→ **Data**:
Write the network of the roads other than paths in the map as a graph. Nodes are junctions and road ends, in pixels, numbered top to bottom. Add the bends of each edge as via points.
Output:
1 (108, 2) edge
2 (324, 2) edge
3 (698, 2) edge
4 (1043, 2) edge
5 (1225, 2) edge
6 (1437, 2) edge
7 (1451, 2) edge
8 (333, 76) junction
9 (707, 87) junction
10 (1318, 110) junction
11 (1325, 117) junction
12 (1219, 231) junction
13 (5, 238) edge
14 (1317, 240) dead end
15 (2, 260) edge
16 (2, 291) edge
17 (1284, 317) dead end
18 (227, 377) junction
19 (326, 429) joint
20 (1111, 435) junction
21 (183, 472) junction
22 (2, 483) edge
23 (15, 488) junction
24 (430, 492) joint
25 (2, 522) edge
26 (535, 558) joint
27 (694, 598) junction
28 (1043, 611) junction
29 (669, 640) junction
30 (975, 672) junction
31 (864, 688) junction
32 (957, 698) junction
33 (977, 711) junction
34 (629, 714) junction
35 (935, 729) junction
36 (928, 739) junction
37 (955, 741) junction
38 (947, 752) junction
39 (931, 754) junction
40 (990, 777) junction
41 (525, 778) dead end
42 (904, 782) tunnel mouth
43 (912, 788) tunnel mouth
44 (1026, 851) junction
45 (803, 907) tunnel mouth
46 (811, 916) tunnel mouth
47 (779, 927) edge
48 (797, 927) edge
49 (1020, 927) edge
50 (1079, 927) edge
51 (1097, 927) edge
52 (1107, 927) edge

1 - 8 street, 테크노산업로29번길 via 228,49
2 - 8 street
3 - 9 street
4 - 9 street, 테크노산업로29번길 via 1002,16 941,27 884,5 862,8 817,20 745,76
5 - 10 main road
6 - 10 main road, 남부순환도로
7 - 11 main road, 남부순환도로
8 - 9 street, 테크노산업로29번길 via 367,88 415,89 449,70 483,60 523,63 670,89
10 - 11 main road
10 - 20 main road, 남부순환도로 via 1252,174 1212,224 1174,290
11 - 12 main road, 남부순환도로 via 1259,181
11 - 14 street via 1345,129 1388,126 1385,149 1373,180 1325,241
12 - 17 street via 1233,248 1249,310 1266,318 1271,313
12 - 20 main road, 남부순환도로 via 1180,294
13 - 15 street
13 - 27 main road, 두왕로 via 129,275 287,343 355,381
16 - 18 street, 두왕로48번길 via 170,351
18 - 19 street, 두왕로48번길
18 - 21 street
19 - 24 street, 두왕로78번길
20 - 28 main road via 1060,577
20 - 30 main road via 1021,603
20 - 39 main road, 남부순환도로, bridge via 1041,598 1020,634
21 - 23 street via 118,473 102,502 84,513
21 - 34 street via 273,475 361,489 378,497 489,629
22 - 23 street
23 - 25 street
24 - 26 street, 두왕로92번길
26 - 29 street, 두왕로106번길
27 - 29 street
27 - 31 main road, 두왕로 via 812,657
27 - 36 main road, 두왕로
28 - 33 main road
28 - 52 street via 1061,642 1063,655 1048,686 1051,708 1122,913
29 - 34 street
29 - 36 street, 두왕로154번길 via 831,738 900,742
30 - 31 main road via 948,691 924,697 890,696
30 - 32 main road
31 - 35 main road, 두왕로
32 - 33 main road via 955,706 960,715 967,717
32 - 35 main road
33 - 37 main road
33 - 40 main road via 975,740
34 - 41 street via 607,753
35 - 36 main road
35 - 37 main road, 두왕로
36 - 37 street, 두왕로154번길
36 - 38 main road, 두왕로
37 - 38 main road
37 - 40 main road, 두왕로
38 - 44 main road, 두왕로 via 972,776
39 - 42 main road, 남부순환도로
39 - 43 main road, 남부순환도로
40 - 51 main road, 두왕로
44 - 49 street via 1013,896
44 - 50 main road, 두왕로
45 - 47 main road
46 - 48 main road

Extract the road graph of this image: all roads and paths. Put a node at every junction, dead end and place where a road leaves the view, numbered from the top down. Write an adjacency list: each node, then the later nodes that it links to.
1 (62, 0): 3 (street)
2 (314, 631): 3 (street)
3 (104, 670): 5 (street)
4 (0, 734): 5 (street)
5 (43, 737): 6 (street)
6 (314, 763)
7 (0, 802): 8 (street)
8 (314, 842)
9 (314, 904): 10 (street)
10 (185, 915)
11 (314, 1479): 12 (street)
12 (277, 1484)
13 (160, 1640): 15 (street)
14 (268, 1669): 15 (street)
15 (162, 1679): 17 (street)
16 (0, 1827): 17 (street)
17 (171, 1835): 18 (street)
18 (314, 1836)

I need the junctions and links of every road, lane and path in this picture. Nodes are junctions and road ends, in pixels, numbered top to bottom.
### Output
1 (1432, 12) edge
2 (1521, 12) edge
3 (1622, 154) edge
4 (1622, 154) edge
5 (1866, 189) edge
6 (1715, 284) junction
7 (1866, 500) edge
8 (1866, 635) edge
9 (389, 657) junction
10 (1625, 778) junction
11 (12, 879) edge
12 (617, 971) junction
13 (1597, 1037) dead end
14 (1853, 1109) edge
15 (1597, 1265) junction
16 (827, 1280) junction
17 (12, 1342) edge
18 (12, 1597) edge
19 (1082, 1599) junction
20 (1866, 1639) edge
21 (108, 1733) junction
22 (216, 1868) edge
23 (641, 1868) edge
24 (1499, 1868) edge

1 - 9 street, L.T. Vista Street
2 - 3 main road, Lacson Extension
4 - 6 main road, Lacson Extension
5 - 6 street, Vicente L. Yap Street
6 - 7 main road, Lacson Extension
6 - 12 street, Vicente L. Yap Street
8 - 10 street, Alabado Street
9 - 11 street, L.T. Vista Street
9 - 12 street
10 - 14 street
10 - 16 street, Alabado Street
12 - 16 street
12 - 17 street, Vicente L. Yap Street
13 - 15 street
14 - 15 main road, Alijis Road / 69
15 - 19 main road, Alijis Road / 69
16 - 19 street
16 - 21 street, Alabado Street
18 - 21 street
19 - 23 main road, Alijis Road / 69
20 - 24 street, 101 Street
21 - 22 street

→ **Exercise aim**: Each line above should be copied exactly, with no line missing.

→ **Solved problem**:
Write the network of the roads other than paths in the map as a graph. Nodes are junctions and road ends, in pixels, numbered top to bottom. Add the bends of each edge as via points.
Output:
1 (108, 2) edge
2 (324, 2) edge
3 (698, 2) edge
4 (1043, 2) edge
5 (1225, 2) edge
6 (1437, 2) edge
7 (1451, 2) edge
8 (333, 76) junction
9 (707, 87) junction
10 (1318, 110) junction
11 (1325, 117) junction
12 (1219, 231) junction
13 (5, 238) edge
14 (1317, 240) dead end
15 (2, 260) edge
16 (2, 291) edge
17 (1284, 317) dead end
18 (227, 377) junction
19 (326, 429) joint
20 (1111, 435) junction
21 (183, 472) junction
22 (2, 483) edge
23 (15, 488) junction
24 (430, 492) joint
25 (2, 522) edge
26 (535, 558) joint
27 (694, 598) junction
28 (1043, 611) junction
29 (669, 640) junction
30 (975, 672) junction
31 (864, 688) junction
32 (957, 698) junction
33 (977, 711) junction
34 (629, 714) junction
35 (935, 729) junction
36 (928, 739) junction
37 (955, 741) junction
38 (947, 752) junction
39 (931, 754) junction
40 (990, 777) junction
41 (525, 778) dead end
42 (904, 782) tunnel mouth
43 (912, 788) tunnel mouth
44 (1026, 851) junction
45 (803, 907) tunnel mouth
46 (811, 916) tunnel mouth
47 (779, 927) edge
48 (797, 927) edge
49 (1020, 927) edge
50 (1079, 927) edge
51 (1097, 927) edge
52 (1107, 927) edge

1 - 8 street, 테크노산업로29번길 via 228,49
2 - 8 street
3 - 9 street
4 - 9 street, 테크노산업로29번길 via 1002,16 941,27 884,5 862,8 817,20 745,76
5 - 10 main road
6 - 10 main road, 남부순환도로
7 - 11 main road, 남부순환도로
8 - 9 street, 테크노산업로29번길 via 367,88 415,89 449,70 483,60 523,63 670,89
10 - 11 main road
10 - 20 main road, 남부순환도로 via 1252,174 1212,224 1174,290
11 - 12 main road, 남부순환도로 via 1259,181
11 - 14 street via 1345,129 1388,126 1385,149 1373,180 1325,241
12 - 17 street via 1233,248 1249,310 1266,318 1271,313
12 - 20 main road, 남부순환도로 via 1180,294
13 - 15 street
13 - 27 main road, 두왕로 via 129,275 287,343 355,381
16 - 18 street, 두왕로48번길 via 170,351
18 - 19 street, 두왕로48번길
18 - 21 street
19 - 24 street, 두왕로78번길
20 - 28 main road via 1060,577
20 - 30 main road via 1021,603
20 - 39 main road, 남부순환도로, bridge via 1041,598 1020,634
21 - 23 street via 118,473 102,502 84,513
21 - 34 street via 273,475 361,489 378,497 489,629
22 - 23 street
23 - 25 street
24 - 26 street, 두왕로92번길
26 - 29 street, 두왕로106번길
27 - 29 street
27 - 31 main road, 두왕로 via 812,657
27 - 36 main road, 두왕로
28 - 33 main road
28 - 52 street via 1061,642 1063,655 1048,686 1051,708 1122,913
29 - 34 street
29 - 36 street, 두왕로154번길 via 831,738 900,742
30 - 31 main road via 948,691 924,697 890,696
30 - 32 main road
31 - 35 main road, 두왕로
32 - 33 main road via 955,706 960,715 967,717
32 - 35 main road
33 - 37 main road
33 - 40 main road via 975,740
34 - 41 street via 607,753
35 - 36 main road
35 - 37 main road, 두왕로
36 - 37 street, 두왕로154번길
36 - 38 main road, 두왕로
37 - 38 main road
37 - 40 main road, 두왕로
38 - 44 main road, 두왕로 via 972,776
39 - 42 main road, 남부순환도로
39 - 43 main road, 남부순환도로
40 - 51 main road, 두왕로
44 - 49 street via 1013,896
44 - 50 main road, 두왕로
45 - 47 main road
46 - 48 main road

Extract the road graph of this image: all roads and paths. Put a node at every junction, dead end and place where a road leaves the view, numbered from the top down. Write an adjacency list: each node, then the later nodes that it links to.
1 (62, 0): 3 (street)
2 (314, 631): 3 (street)
3 (104, 670): 5 (street)
4 (0, 734): 5 (street)
5 (43, 737): 6 (street)
6 (314, 763)
7 (0, 802): 8 (street)
8 (314, 842)
9 (314, 904): 10 (street)
10 (185, 915)
11 (314, 1479): 12 (street)
12 (277, 1484)
13 (160, 1640): 15 (street)
14 (268, 1669): 15 (street)
15 (162, 1679): 17 (street)
16 (0, 1827): 17 (street)
17 (171, 1835): 18 (street)
18 (314, 1836)

I need the junctions and links of every road, lane and path in this picture. Nodes are junctions and road ends, in pixels, numbered top to bottom.
### Output
1 (1432, 12) edge
2 (1521, 12) edge
3 (1622, 154) edge
4 (1622, 154) edge
5 (1866, 189) edge
6 (1715, 284) junction
7 (1866, 500) edge
8 (1866, 635) edge
9 (389, 657) junction
10 (1625, 778) junction
11 (12, 879) edge
12 (617, 971) junction
13 (1597, 1037) dead end
14 (1853, 1109) edge
15 (1597, 1265) junction
16 (827, 1280) junction
17 (12, 1342) edge
18 (12, 1597) edge
19 (1082, 1599) junction
20 (1866, 1639) edge
21 (108, 1733) junction
22 (216, 1868) edge
23 (641, 1868) edge
24 (1499, 1868) edge

1 - 9 street, L.T. Vista Street
2 - 3 main road, Lacson Extension
4 - 6 main road, Lacson Extension
5 - 6 street, Vicente L. Yap Street
6 - 7 main road, Lacson Extension
6 - 12 street, Vicente L. Yap Street
8 - 10 street, Alabado Street
9 - 11 street, L.T. Vista Street
9 - 12 street
10 - 14 street
10 - 16 street, Alabado Street
12 - 16 street
12 - 17 street, Vicente L. Yap Street
13 - 15 street
14 - 15 main road, Alijis Road / 69
15 - 19 main road, Alijis Road / 69
16 - 19 street
16 - 21 street, Alabado Street
18 - 21 street
19 - 23 main road, Alijis Road / 69
20 - 24 street, 101 Street
21 - 22 street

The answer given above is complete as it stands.